Working data below:

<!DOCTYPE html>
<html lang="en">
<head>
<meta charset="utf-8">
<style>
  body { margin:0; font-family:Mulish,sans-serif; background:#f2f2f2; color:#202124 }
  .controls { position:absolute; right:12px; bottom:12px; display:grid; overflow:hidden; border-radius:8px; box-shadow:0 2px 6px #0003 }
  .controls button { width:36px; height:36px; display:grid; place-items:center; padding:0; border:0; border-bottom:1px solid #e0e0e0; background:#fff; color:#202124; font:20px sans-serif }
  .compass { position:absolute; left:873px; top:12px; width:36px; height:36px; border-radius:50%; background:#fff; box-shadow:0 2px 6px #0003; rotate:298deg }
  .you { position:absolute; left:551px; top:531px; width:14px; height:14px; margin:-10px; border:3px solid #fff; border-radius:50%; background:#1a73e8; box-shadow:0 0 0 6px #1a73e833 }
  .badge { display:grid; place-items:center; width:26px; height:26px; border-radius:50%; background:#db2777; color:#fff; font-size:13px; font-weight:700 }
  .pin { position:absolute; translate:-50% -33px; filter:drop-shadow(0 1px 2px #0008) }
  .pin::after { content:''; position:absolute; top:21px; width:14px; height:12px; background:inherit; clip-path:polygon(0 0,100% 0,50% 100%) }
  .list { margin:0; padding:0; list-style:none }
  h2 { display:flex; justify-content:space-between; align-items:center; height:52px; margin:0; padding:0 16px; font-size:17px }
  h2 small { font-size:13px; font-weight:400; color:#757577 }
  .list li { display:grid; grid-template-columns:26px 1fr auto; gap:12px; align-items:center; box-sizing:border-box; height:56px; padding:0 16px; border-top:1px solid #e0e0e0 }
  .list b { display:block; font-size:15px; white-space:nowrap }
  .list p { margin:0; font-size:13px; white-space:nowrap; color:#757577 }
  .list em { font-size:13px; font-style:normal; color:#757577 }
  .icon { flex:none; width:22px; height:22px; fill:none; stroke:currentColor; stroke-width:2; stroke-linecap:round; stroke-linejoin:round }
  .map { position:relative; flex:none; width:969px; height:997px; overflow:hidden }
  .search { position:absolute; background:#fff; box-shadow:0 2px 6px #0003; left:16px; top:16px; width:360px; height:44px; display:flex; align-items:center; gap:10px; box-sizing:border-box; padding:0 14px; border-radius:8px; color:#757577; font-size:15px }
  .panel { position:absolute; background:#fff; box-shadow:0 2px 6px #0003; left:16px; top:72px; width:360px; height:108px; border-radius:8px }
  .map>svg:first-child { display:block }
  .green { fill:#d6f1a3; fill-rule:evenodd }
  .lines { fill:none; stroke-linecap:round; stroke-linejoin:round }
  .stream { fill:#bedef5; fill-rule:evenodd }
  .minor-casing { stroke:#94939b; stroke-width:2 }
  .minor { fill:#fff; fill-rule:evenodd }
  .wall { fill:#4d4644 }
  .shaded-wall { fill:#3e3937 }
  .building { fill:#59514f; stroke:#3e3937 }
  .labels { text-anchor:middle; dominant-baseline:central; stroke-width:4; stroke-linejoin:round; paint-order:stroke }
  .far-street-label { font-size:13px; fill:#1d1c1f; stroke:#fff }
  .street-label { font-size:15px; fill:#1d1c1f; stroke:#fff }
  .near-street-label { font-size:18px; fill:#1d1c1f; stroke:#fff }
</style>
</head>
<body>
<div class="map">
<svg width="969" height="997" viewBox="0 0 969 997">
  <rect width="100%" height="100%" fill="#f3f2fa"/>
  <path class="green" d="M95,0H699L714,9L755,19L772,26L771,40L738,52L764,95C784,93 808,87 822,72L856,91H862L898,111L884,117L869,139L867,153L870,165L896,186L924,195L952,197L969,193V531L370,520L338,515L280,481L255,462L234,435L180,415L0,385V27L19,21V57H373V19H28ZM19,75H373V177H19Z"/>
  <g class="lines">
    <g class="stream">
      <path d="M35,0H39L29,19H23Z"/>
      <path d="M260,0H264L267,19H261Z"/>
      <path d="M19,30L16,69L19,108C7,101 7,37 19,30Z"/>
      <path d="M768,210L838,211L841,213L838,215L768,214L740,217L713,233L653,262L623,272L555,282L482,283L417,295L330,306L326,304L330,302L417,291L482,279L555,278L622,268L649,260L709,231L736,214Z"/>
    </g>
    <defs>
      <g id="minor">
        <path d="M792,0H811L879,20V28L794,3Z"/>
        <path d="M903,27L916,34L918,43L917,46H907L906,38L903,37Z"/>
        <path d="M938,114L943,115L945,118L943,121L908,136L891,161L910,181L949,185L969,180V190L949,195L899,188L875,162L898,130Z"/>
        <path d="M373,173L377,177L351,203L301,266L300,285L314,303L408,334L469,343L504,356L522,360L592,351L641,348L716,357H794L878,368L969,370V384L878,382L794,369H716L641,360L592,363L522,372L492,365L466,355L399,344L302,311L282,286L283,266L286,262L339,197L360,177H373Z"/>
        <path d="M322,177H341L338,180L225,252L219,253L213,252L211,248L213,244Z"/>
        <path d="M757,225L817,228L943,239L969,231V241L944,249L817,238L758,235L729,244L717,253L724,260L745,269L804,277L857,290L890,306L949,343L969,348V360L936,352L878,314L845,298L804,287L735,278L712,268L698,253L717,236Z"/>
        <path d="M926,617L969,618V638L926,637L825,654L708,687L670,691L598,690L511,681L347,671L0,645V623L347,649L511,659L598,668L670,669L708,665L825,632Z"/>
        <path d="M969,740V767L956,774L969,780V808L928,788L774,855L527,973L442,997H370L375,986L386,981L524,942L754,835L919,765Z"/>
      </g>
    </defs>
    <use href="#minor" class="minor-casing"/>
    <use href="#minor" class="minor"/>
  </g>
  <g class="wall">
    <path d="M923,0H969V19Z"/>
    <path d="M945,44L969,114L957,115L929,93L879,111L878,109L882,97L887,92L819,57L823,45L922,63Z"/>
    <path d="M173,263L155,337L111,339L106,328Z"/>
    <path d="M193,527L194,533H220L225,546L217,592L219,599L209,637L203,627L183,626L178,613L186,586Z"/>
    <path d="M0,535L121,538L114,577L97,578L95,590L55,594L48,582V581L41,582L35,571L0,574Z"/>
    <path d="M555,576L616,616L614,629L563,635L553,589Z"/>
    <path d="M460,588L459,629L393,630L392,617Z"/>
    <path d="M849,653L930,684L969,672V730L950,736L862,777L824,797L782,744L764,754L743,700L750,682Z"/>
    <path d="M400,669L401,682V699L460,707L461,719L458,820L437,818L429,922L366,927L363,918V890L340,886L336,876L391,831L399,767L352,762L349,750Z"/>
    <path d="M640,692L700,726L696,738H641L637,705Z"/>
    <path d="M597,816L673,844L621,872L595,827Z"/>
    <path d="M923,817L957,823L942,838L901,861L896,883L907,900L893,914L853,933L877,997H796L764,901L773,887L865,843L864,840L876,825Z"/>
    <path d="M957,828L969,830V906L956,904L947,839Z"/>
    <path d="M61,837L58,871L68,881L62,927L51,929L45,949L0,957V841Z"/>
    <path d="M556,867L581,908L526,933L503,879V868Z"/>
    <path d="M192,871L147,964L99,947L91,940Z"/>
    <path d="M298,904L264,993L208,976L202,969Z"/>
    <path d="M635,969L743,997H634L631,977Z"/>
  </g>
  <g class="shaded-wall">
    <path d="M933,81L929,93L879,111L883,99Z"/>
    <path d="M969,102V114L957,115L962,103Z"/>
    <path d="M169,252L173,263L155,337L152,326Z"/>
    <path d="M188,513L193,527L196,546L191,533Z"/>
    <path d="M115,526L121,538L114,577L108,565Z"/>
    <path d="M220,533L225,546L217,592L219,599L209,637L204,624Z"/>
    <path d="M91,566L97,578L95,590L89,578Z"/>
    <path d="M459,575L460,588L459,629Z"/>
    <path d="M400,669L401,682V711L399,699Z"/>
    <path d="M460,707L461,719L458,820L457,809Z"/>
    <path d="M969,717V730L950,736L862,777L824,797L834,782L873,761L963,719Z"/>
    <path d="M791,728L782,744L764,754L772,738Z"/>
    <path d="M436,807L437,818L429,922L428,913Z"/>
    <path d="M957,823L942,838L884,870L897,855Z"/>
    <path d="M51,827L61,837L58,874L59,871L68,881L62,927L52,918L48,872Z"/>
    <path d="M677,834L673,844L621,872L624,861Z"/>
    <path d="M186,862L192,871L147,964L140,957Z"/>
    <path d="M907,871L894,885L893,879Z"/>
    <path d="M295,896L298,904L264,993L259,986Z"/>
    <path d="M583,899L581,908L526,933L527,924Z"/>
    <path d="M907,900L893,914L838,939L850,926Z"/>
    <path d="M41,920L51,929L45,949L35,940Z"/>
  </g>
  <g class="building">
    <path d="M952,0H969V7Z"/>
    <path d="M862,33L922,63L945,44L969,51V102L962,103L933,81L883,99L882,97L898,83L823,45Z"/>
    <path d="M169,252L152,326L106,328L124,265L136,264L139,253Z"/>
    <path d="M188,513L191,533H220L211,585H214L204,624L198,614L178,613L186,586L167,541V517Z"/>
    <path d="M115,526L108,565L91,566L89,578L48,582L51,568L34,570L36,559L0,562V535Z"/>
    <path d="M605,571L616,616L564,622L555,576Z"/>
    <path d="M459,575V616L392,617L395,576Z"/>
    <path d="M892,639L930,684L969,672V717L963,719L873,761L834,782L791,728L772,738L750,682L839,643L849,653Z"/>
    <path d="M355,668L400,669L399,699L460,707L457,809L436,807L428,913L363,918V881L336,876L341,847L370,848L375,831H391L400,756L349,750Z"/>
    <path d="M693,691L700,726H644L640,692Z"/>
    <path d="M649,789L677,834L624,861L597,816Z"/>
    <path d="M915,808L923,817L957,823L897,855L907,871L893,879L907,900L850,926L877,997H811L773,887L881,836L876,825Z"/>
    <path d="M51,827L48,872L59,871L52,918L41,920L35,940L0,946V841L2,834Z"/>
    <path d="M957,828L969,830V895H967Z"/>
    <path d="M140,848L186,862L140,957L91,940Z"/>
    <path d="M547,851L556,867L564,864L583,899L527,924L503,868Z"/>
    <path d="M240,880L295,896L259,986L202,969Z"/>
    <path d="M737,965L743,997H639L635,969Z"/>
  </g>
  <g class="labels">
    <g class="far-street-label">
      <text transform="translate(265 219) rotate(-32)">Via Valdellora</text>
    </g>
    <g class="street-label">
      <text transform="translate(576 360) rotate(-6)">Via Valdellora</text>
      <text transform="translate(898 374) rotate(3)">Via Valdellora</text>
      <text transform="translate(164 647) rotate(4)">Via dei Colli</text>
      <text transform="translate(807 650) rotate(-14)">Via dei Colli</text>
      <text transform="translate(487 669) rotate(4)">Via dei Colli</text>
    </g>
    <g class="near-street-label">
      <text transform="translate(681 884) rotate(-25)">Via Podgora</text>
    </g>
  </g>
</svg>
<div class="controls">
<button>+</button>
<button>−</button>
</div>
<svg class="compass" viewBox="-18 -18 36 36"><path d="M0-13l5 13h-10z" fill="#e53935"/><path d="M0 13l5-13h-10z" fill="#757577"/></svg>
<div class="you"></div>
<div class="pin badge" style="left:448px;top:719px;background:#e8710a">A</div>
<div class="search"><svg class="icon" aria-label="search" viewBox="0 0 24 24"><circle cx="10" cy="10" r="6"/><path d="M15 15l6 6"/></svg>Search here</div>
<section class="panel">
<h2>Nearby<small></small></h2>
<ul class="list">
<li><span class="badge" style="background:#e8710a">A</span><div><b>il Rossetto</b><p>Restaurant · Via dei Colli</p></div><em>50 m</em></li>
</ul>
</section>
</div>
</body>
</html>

End of Working data.
Working data below:

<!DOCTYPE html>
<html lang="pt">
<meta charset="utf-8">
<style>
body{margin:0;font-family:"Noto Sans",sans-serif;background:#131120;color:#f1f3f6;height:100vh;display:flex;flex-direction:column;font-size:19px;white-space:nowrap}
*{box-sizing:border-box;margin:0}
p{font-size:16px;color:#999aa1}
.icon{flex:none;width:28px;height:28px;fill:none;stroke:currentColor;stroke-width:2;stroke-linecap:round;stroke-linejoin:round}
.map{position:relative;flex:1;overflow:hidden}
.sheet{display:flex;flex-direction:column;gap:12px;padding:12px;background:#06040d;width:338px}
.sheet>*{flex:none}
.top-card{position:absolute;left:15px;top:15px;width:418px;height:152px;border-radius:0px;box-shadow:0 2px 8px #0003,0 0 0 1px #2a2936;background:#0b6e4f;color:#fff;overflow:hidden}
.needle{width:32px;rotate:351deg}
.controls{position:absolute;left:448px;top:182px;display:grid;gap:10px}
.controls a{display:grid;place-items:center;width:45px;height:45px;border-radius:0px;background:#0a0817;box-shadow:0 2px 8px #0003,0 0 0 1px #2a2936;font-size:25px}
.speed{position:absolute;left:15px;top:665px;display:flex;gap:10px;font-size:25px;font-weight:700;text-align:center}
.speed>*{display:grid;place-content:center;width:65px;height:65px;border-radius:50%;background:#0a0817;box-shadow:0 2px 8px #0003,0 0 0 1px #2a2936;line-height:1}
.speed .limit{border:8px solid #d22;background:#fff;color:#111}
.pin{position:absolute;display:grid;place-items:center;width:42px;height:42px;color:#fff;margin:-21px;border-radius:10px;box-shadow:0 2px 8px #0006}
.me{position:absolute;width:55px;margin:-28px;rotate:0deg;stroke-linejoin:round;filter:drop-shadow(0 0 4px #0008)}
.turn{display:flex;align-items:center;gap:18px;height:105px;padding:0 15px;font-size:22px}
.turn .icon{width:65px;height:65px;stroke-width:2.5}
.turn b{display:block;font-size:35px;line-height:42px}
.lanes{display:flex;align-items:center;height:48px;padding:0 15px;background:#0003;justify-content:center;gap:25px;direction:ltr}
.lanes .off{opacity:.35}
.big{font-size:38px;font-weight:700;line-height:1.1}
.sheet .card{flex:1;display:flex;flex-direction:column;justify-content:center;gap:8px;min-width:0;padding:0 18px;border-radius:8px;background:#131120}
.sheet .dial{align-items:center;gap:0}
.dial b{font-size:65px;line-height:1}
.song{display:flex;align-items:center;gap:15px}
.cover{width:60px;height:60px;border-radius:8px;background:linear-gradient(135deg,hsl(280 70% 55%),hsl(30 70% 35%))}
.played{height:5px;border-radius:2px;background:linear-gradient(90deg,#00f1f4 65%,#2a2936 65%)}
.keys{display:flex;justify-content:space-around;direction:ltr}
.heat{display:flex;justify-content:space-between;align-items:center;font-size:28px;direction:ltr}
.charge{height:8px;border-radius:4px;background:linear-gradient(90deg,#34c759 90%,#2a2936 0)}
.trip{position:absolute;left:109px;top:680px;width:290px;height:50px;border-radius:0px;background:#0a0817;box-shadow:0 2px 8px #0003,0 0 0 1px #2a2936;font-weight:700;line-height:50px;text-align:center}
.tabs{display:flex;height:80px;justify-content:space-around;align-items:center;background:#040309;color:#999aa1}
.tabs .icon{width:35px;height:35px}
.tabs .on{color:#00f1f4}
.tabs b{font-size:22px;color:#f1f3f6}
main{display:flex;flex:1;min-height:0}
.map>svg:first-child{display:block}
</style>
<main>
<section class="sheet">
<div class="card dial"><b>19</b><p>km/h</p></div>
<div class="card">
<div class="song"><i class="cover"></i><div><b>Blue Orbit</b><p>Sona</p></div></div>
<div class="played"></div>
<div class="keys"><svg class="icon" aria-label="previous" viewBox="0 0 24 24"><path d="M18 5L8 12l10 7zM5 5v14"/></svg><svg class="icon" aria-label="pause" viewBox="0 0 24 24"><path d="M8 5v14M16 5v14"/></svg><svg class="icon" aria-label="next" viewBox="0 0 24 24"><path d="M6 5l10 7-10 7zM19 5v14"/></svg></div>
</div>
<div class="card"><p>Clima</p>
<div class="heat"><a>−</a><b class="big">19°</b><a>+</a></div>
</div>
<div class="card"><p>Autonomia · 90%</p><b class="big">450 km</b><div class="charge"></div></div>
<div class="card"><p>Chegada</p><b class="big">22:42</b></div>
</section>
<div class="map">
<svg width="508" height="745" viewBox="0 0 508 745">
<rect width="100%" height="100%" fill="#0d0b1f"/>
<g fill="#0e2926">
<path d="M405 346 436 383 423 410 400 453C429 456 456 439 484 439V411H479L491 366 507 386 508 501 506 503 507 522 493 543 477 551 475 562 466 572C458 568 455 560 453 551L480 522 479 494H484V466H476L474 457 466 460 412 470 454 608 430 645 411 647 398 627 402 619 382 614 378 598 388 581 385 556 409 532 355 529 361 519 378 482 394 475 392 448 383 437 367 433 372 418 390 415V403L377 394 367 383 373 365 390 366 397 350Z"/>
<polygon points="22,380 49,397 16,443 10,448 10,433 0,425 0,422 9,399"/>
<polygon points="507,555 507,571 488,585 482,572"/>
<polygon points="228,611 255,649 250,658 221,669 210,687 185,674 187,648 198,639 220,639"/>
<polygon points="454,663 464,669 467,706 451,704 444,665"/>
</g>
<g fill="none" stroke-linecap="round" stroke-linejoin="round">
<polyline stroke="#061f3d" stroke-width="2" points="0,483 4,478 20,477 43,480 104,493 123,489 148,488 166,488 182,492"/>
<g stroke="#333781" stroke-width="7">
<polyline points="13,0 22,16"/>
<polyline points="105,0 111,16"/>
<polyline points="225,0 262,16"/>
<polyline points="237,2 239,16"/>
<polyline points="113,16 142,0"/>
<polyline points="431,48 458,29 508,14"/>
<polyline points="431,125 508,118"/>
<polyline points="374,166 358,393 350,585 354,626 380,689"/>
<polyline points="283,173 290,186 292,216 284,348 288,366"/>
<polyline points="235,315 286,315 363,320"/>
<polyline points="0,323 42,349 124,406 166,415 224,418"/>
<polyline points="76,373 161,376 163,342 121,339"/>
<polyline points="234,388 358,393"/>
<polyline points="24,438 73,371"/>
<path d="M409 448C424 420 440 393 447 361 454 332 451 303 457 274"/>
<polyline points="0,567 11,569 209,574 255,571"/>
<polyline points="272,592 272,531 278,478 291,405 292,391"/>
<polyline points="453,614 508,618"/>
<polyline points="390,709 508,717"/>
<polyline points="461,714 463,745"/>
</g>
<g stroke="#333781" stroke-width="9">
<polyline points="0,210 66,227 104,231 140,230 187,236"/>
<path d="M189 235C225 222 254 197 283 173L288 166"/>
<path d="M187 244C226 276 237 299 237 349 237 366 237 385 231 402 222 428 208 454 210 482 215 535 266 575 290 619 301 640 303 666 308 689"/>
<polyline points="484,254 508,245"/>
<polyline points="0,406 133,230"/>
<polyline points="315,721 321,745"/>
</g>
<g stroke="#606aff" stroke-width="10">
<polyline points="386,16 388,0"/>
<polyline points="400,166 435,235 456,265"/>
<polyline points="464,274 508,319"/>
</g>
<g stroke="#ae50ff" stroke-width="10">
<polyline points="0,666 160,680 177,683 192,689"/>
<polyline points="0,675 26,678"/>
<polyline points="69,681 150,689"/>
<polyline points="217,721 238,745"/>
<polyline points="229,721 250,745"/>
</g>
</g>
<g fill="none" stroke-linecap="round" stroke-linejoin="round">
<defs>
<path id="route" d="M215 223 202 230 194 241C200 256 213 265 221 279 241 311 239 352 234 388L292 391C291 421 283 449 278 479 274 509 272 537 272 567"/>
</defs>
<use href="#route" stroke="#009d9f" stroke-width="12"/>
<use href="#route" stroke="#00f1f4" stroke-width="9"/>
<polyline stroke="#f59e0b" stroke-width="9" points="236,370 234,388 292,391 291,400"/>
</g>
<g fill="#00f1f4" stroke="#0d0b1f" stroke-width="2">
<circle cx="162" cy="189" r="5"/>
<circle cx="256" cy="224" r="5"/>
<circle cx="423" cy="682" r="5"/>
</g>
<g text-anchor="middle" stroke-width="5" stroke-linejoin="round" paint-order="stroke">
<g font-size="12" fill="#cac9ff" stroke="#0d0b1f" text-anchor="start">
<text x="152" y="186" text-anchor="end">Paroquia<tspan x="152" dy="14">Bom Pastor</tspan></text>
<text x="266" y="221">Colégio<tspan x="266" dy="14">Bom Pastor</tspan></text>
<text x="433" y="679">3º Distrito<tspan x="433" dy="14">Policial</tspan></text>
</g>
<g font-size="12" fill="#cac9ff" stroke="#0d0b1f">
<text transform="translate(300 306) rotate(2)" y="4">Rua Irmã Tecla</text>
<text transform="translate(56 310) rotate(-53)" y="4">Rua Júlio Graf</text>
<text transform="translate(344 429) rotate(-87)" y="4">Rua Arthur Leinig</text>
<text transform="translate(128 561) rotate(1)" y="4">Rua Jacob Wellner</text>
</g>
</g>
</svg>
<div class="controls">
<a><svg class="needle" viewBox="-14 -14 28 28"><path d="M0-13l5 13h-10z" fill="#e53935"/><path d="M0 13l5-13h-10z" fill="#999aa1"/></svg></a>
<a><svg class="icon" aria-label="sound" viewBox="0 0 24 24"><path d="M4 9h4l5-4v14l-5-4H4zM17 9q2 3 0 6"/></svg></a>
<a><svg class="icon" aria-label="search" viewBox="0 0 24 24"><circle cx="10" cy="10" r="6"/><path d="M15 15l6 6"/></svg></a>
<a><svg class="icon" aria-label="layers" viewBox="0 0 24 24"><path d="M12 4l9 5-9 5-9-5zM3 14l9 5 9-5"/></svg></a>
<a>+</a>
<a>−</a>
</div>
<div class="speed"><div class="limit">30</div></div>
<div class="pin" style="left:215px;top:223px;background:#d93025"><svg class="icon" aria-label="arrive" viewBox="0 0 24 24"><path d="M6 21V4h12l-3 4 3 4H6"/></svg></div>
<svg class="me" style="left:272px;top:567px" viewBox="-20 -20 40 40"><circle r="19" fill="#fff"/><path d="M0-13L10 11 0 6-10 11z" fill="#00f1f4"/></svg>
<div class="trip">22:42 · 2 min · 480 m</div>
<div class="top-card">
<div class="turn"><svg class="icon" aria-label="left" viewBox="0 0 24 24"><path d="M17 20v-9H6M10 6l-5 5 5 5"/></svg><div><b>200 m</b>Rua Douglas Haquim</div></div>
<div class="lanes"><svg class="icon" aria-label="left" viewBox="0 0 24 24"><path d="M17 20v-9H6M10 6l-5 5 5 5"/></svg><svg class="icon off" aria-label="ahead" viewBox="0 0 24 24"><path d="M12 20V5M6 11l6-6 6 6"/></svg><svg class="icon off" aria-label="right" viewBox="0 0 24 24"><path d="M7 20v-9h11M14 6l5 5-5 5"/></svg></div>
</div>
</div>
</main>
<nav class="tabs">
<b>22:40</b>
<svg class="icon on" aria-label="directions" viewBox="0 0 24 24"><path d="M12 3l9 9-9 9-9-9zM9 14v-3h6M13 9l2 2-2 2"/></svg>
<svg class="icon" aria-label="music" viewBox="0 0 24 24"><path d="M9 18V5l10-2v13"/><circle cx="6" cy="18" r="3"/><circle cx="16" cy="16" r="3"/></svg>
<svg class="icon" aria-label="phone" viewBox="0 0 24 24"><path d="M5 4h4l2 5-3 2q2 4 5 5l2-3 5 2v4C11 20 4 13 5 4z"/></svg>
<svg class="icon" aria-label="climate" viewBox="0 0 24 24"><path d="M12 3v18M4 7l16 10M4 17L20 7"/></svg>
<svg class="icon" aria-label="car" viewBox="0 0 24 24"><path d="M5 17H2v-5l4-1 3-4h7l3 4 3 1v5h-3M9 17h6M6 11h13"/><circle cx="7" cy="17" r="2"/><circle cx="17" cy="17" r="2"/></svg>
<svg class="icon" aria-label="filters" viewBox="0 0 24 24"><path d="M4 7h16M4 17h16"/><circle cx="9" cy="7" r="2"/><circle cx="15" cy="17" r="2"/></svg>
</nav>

End of Working data.

• Problem details:
Pull out all lines of the data with the string "grid".

• Answer to this exercise:
  .controls { position:absolute; right:12px; bottom:12px; display:grid; overflow:hidden; border-radius:8px; box-shadow:0 2px 6px #0003 }
  .controls button { width:36px; height:36px; display:grid; place-items:center; padding:0; border:0; border-bottom:1px solid #e0e0e0; background:#fff; color:#202124; font:20px sans-serif }
  .badge { display:grid; place-items:center; width:26px; height:26px; border-radius:50%; background:#db2777; color:#fff; font-size:13px; font-weight:700 }
  .list li { display:grid; grid-template-columns:26px 1fr auto; gap:12px; align-items:center; box-sizing:border-box; height:56px; padding:0 16px; border-top:1px solid #e0e0e0 }
.controls{position:absolute;left:448px;top:182px;display:grid;gap:10px}
.controls a{display:grid;place-items:center;width:45px;height:45px;border-radius:0px;background:#0a0817;box-shadow:0 2px 8px #0003,0 0 0 1px #2a2936;font-size:25px}
.speed>*{display:grid;place-content:center;width:65px;height:65px;border-radius:50%;background:#0a0817;box-shadow:0 2px 8px #0003,0 0 0 1px #2a2936;line-height:1}
.pin{position:absolute;display:grid;place-items:center;width:42px;height:42px;color:#fff;margin:-21px;border-radius:10px;box-shadow:0 2px 8px #0006}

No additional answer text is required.